[WHAT TO PRODUCE]
Where a picture appears, leave it out, and print the rest of the records as they are.

Collected data

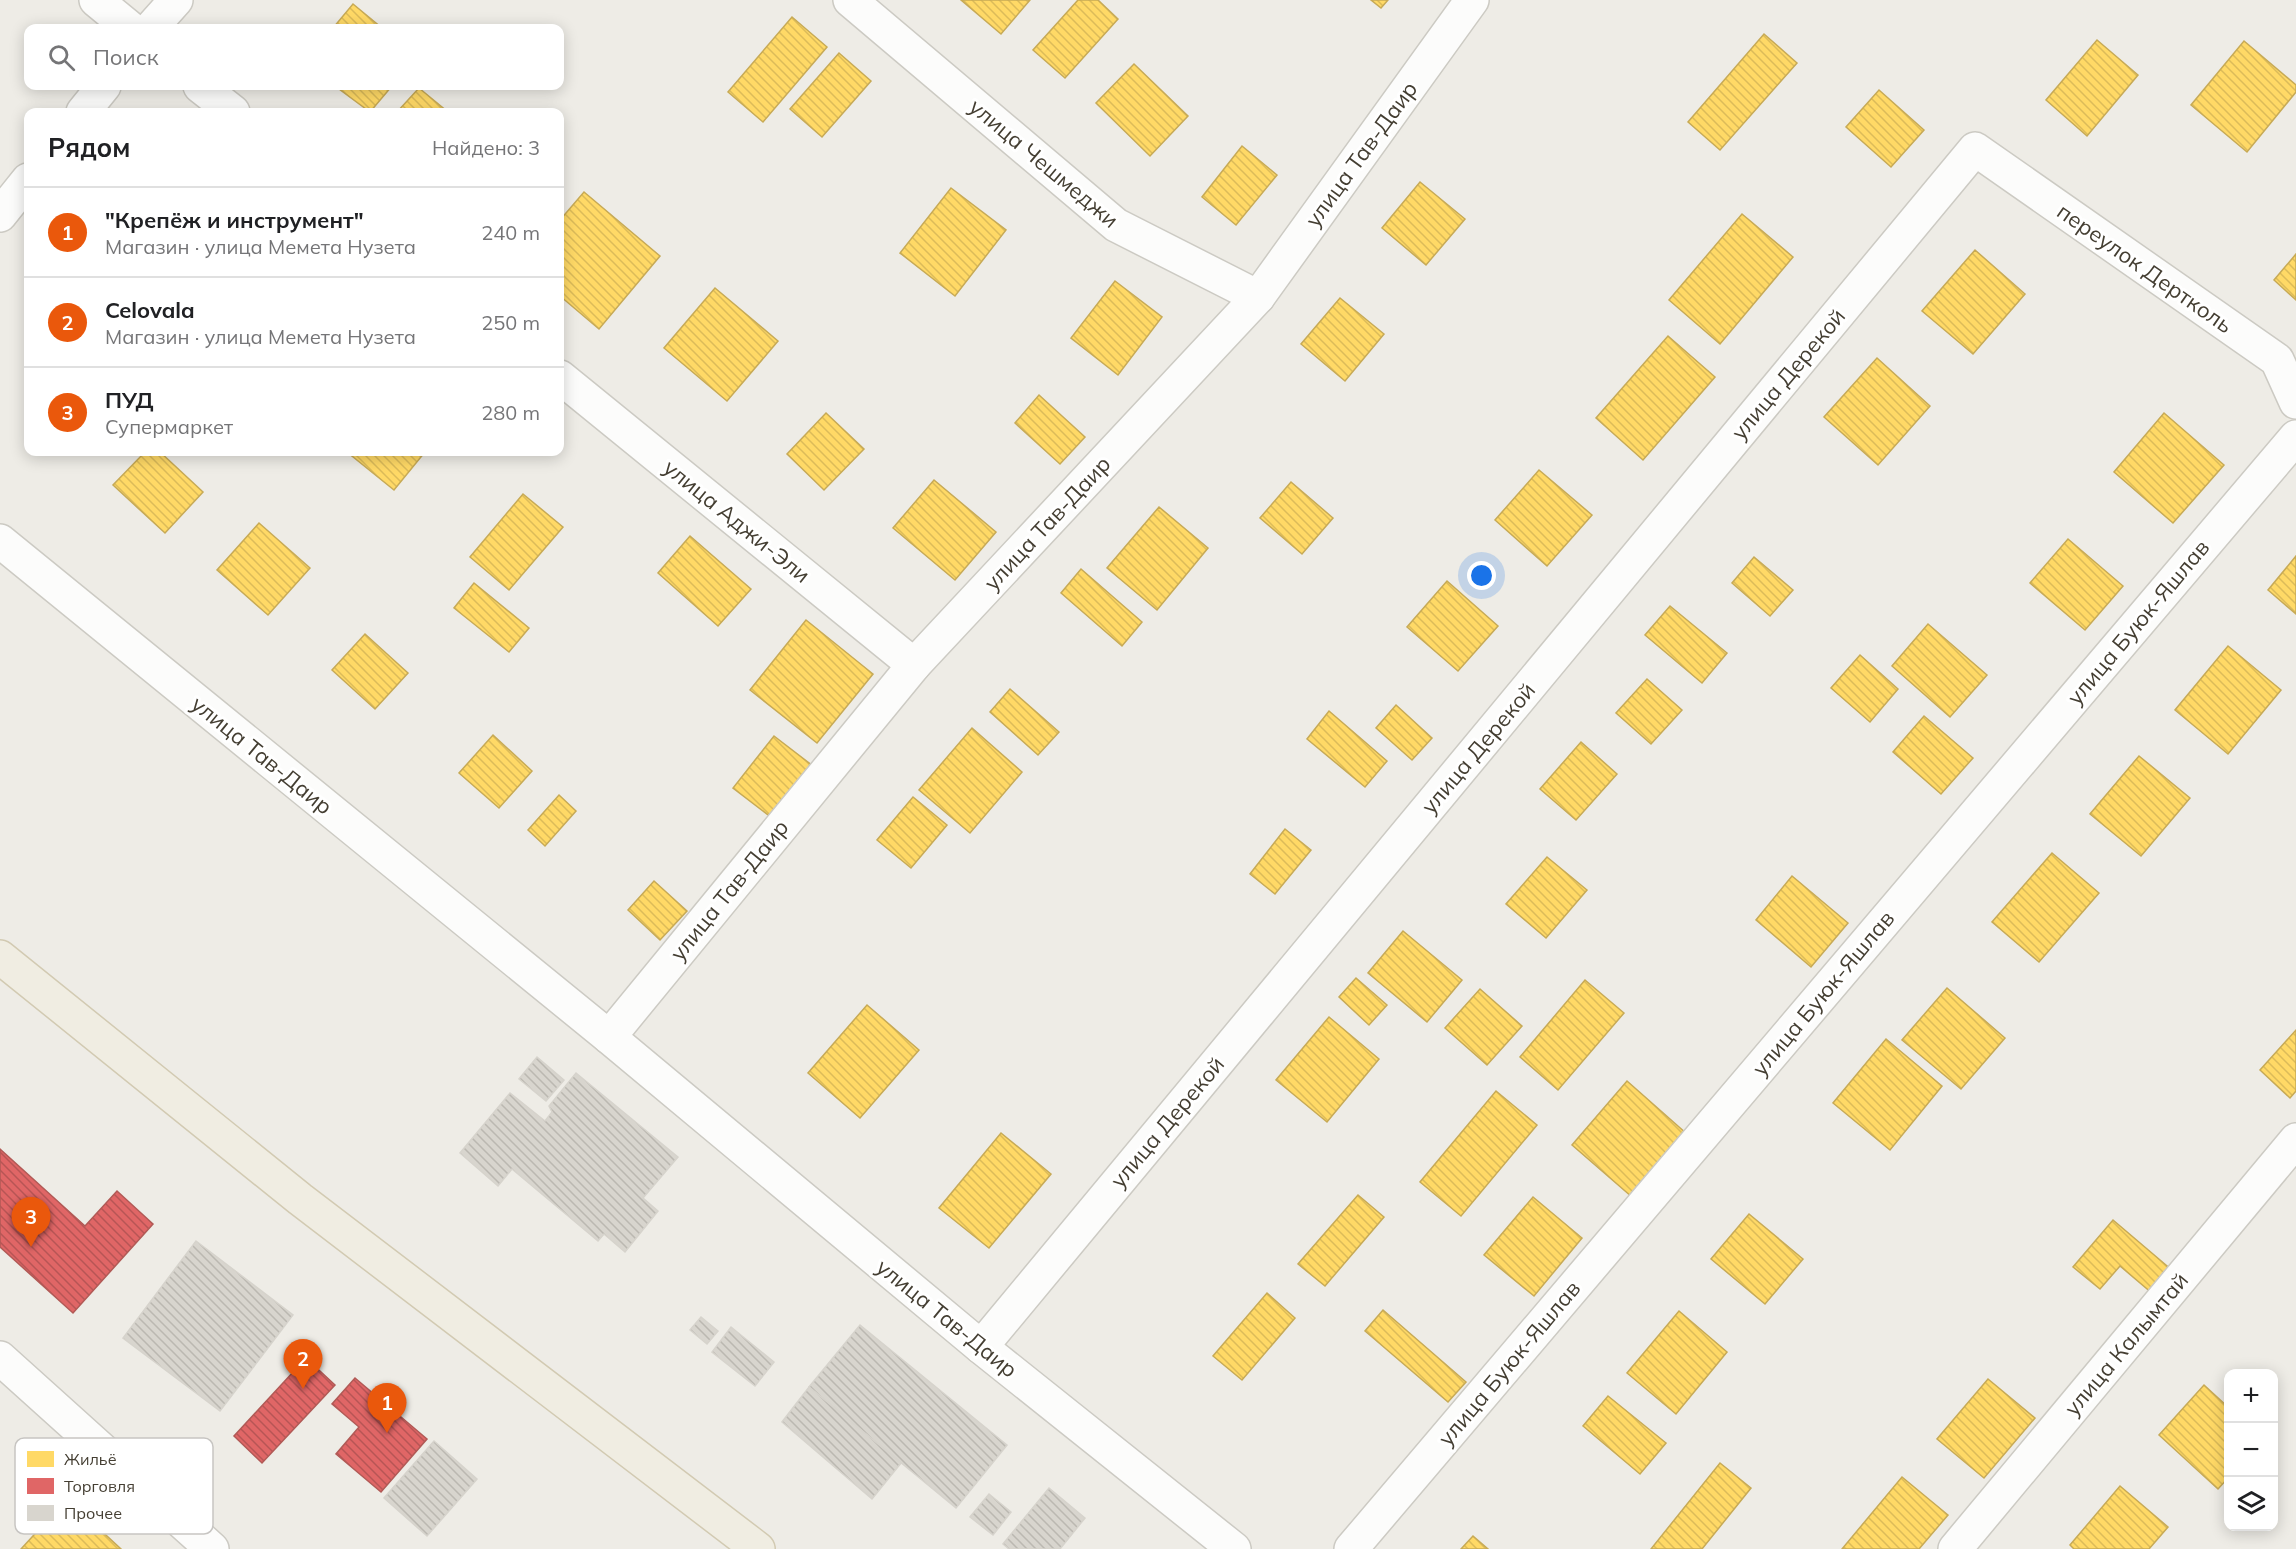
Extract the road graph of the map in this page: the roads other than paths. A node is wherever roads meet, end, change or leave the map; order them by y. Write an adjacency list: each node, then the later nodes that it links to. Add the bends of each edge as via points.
1 (96, 0): 5 (street)
2 (176, 0): 6 (street)
3 (850, 0): 14 (street, улица Чешмеджи, via 1116,225)
4 (1472, 0): 14 (street, улица Тав-Даир)
5 (125, 24)
6 (155, 24)
7 (101, 90): 9 (street)
8 (205, 90): 10 (street)
9 (86, 108)
10 (228, 108)
11 (1975, 149): 16 (street, переулок Дертколь, via 2277,360); 23 (street, улица Дерекой)
12 (24, 185): 13 (street)
13 (0, 215)
14 (1258, 297): 19 (street, улица Тав-Даир)
15 (564, 380): 19 (street, улица Аджи-Эли)
16 (2296, 402)
17 (2296, 437): 30 (street, улица Буюк-Яшлав)
18 (0, 541): 21 (street, улица Тав-Даир)
19 (914, 665): 21 (street, улица Тав-Даир)
20 (0, 957): 28 (main road, via 300,1198)
21 (609, 1037): 23 (street, улица Тав-Даир)
22 (2296, 1140): 31 (street, улица Калымтай)
23 (981, 1347): 29 (street, улица Тав-Даир)
24 (0, 1358): 25 (street)
25 (89, 1438)
26 (195, 1534): 27 (street)
27 (212, 1549)
28 (758, 1549)
29 (1234, 1549)
30 (1351, 1549)
31 (1955, 1549)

[EXERCISE OUTPUT]
Extract the road graph of the map in this page: the roads other than paths. A node is wherever roads meet, end, change or leave the map; order them by y. Write an adjacency list: each node, then the later nodes that it links to. Add the bends of each edge as via points.
1 (96, 0): 5 (street)
2 (176, 0): 6 (street)
3 (850, 0): 14 (street, улица Чешмеджи, via 1116,225)
4 (1472, 0): 14 (street, улица Тав-Даир)
5 (125, 24)
6 (155, 24)
7 (101, 90): 9 (street)
8 (205, 90): 10 (street)
9 (86, 108)
10 (228, 108)
11 (1975, 149): 16 (street, переулок Дертколь, via 2277,360); 23 (street, улица Дерекой)
12 (24, 185): 13 (street)
13 (0, 215)
14 (1258, 297): 19 (street, улица Тав-Даир)
15 (564, 380): 19 (street, улица Аджи-Эли)
16 (2296, 402)
17 (2296, 437): 30 (street, улица Буюк-Яшлав)
18 (0, 541): 21 (street, улица Тав-Даир)
19 (914, 665): 21 (street, улица Тав-Даир)
20 (0, 957): 28 (main road, via 300,1198)
21 (609, 1037): 23 (street, улица Тав-Даир)
22 (2296, 1140): 31 (street, улица Калымтай)
23 (981, 1347): 29 (street, улица Тав-Даир)
24 (0, 1358): 25 (street)
25 (89, 1438)
26 (195, 1534): 27 (street)
27 (212, 1549)
28 (758, 1549)
29 (1234, 1549)
30 (1351, 1549)
31 (1955, 1549)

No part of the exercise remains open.